From the data below, copy out every line in which the word "points" occurs.

--- Saved data entries ---
######
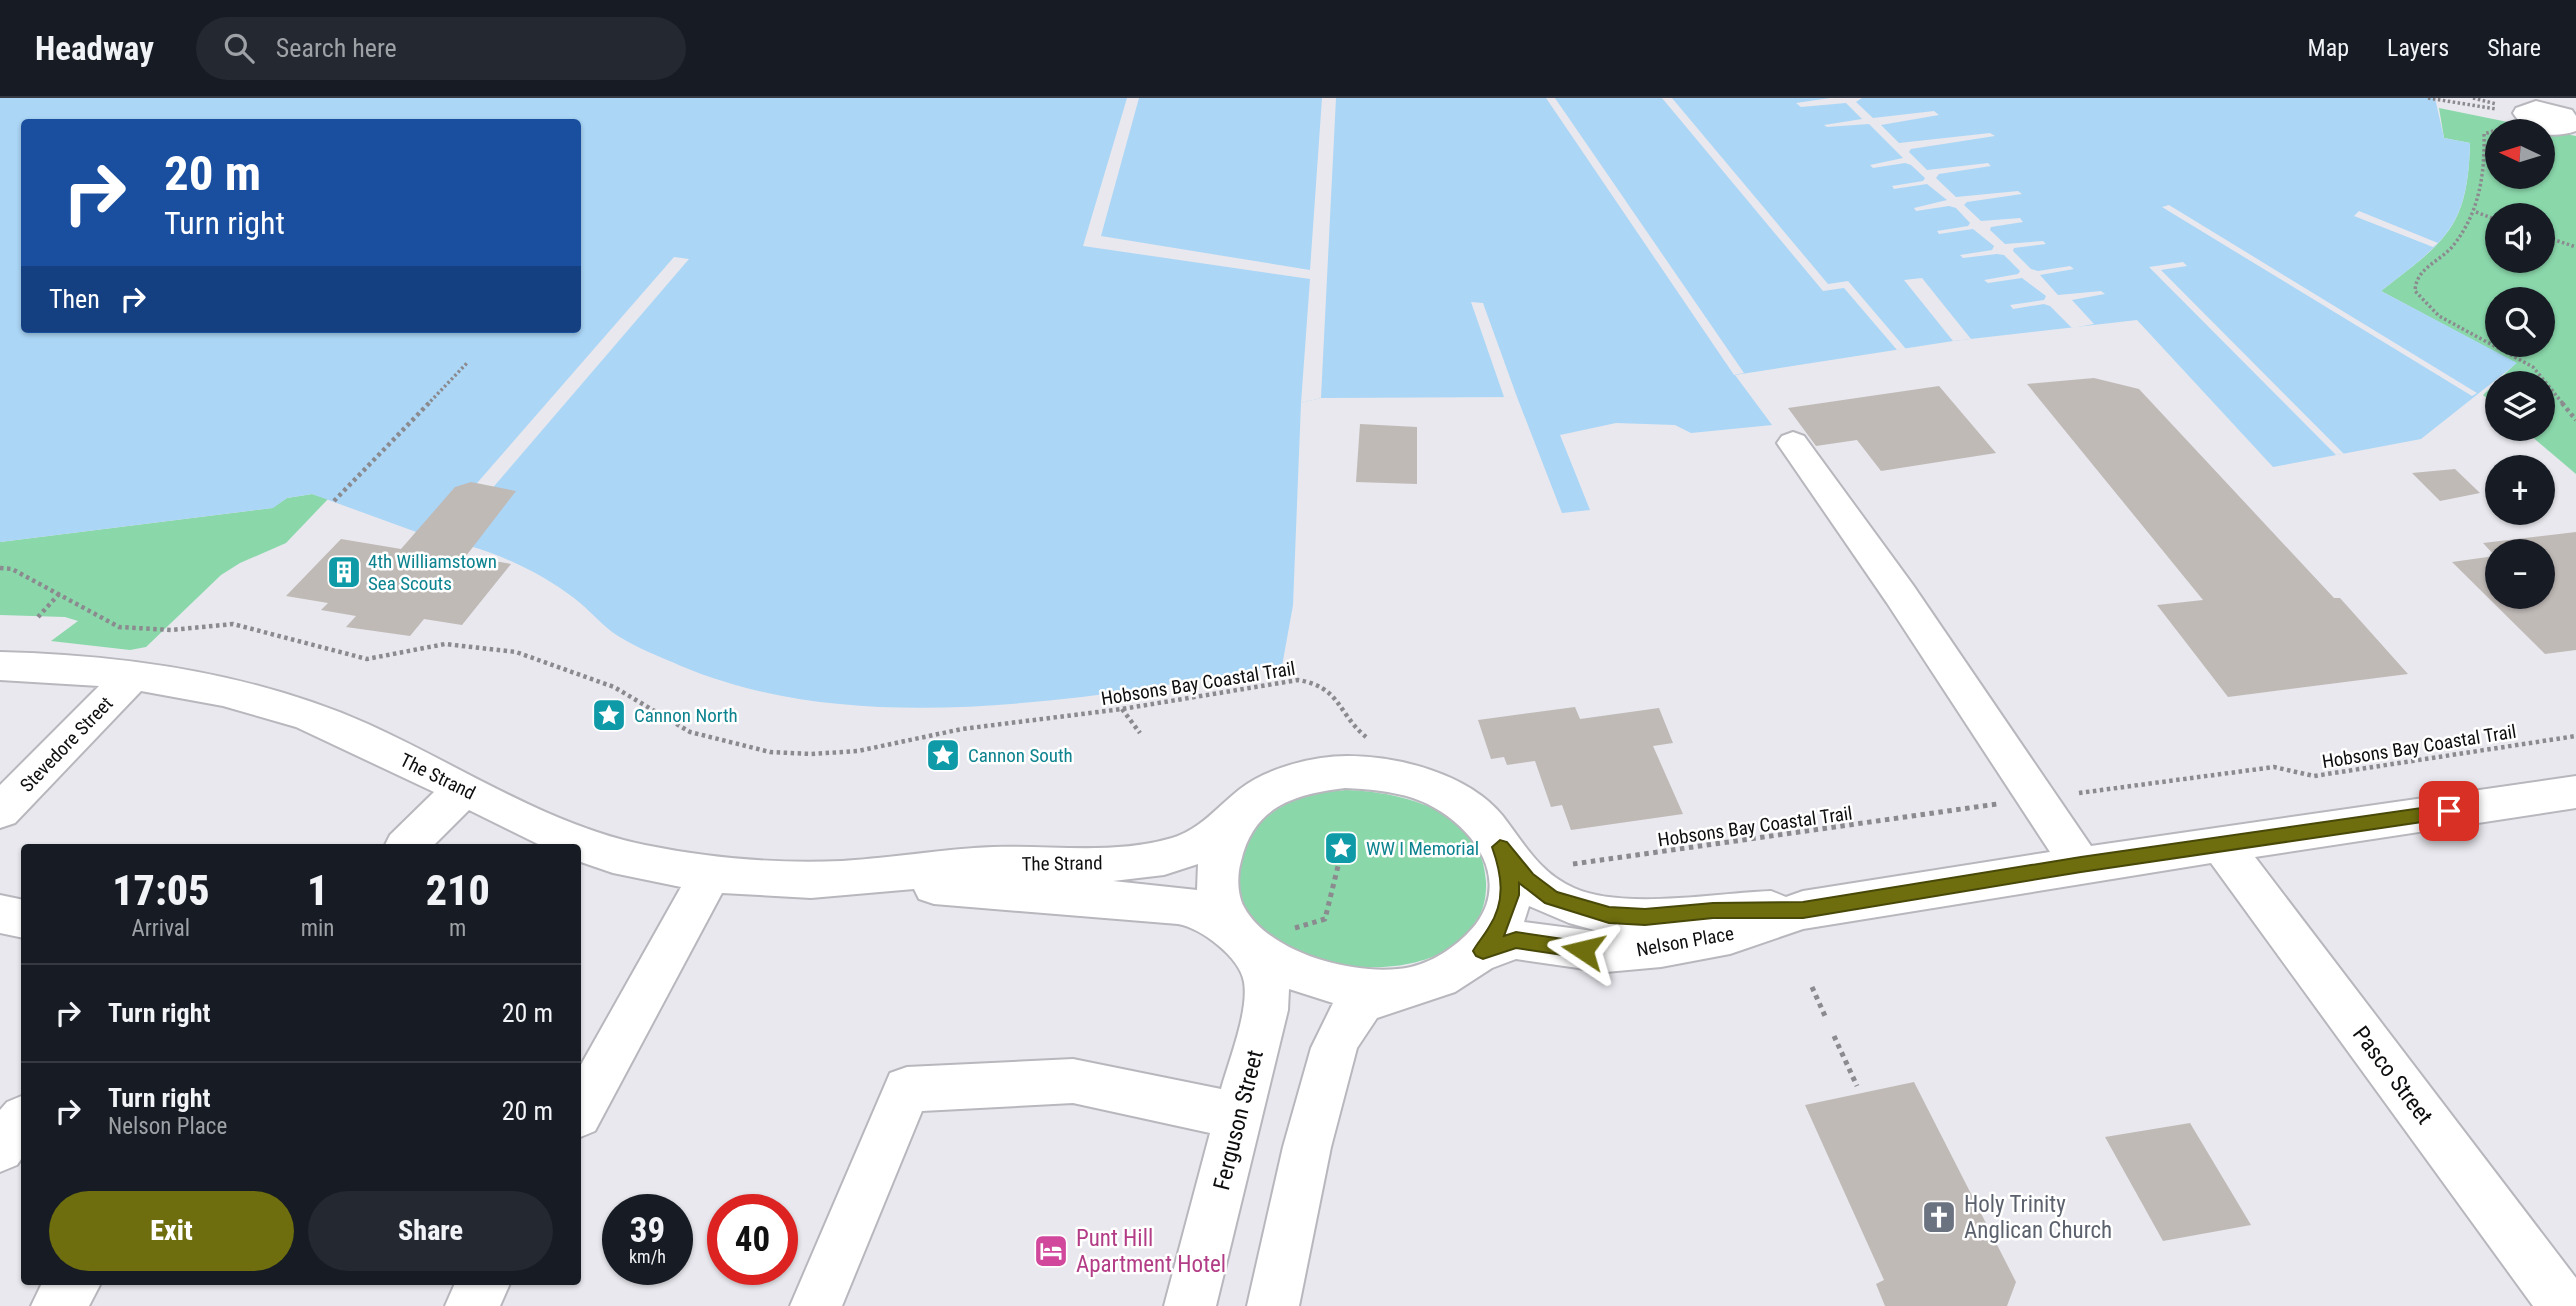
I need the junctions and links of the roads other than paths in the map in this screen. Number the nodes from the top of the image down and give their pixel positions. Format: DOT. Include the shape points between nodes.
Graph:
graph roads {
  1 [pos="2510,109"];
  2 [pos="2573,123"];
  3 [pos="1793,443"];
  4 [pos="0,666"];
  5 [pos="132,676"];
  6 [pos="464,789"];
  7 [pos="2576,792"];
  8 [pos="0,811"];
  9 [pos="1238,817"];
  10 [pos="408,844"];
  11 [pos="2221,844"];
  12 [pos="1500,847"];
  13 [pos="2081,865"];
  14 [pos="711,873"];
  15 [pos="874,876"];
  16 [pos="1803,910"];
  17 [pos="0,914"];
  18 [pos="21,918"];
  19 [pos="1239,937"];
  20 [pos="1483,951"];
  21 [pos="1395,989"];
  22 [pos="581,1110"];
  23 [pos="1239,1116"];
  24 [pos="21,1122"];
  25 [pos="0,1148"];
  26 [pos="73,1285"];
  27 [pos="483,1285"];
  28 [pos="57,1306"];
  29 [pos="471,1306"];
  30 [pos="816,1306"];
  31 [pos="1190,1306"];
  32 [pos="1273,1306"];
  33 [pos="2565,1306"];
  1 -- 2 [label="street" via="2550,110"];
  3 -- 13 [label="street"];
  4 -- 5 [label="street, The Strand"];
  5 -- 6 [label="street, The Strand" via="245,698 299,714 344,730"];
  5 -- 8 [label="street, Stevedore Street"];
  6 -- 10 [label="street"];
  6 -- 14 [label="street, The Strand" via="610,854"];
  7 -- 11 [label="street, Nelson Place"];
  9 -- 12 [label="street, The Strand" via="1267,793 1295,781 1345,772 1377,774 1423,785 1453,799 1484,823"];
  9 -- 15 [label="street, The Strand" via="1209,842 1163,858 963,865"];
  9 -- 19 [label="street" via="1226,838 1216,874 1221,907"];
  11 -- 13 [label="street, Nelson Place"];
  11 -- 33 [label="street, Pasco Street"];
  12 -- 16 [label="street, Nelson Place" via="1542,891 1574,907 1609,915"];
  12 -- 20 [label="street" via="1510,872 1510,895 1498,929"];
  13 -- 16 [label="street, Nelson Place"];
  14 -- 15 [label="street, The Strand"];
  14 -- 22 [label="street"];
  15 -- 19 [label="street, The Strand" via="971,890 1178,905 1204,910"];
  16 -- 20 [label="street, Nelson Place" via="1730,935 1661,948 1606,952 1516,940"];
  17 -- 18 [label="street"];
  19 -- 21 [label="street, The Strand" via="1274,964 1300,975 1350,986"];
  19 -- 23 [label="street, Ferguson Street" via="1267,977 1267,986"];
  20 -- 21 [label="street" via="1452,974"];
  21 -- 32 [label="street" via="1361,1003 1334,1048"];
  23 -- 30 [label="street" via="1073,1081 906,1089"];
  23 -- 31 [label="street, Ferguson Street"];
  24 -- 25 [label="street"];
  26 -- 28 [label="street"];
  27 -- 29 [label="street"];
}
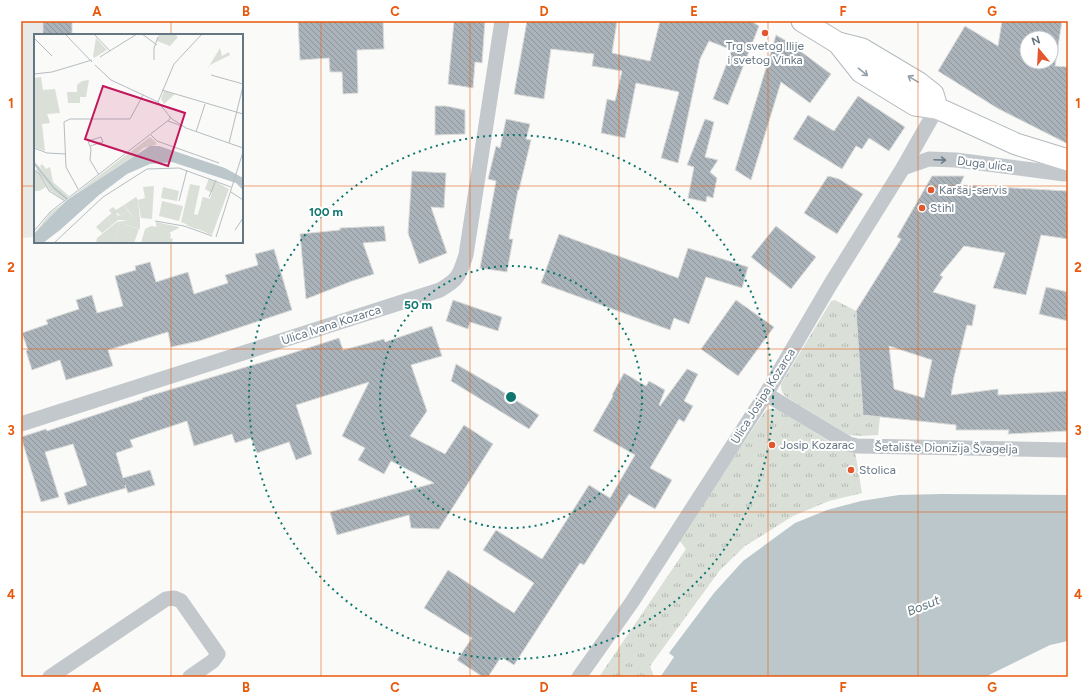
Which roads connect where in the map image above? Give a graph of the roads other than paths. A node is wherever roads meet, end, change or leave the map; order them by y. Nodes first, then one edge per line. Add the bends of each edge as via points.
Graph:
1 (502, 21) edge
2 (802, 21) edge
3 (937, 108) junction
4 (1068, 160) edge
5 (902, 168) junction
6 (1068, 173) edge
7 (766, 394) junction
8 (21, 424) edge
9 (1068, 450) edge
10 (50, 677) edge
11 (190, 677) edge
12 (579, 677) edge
######
--- RESPONSE TO THE EXERCISE ---
I need the junctions and links of the roads other than paths in the map in this screen. Number the nodes from the top of the image down and give their pixel positions. Format: DOT. Include the shape points between nodes.
Which roads connect where in the map image above? Give a graph of the roads other than paths. A node is wherever roads meet, end, change or leave the map; order them by y. Nodes first, then one edge per line. Add the bends of each edge as via points.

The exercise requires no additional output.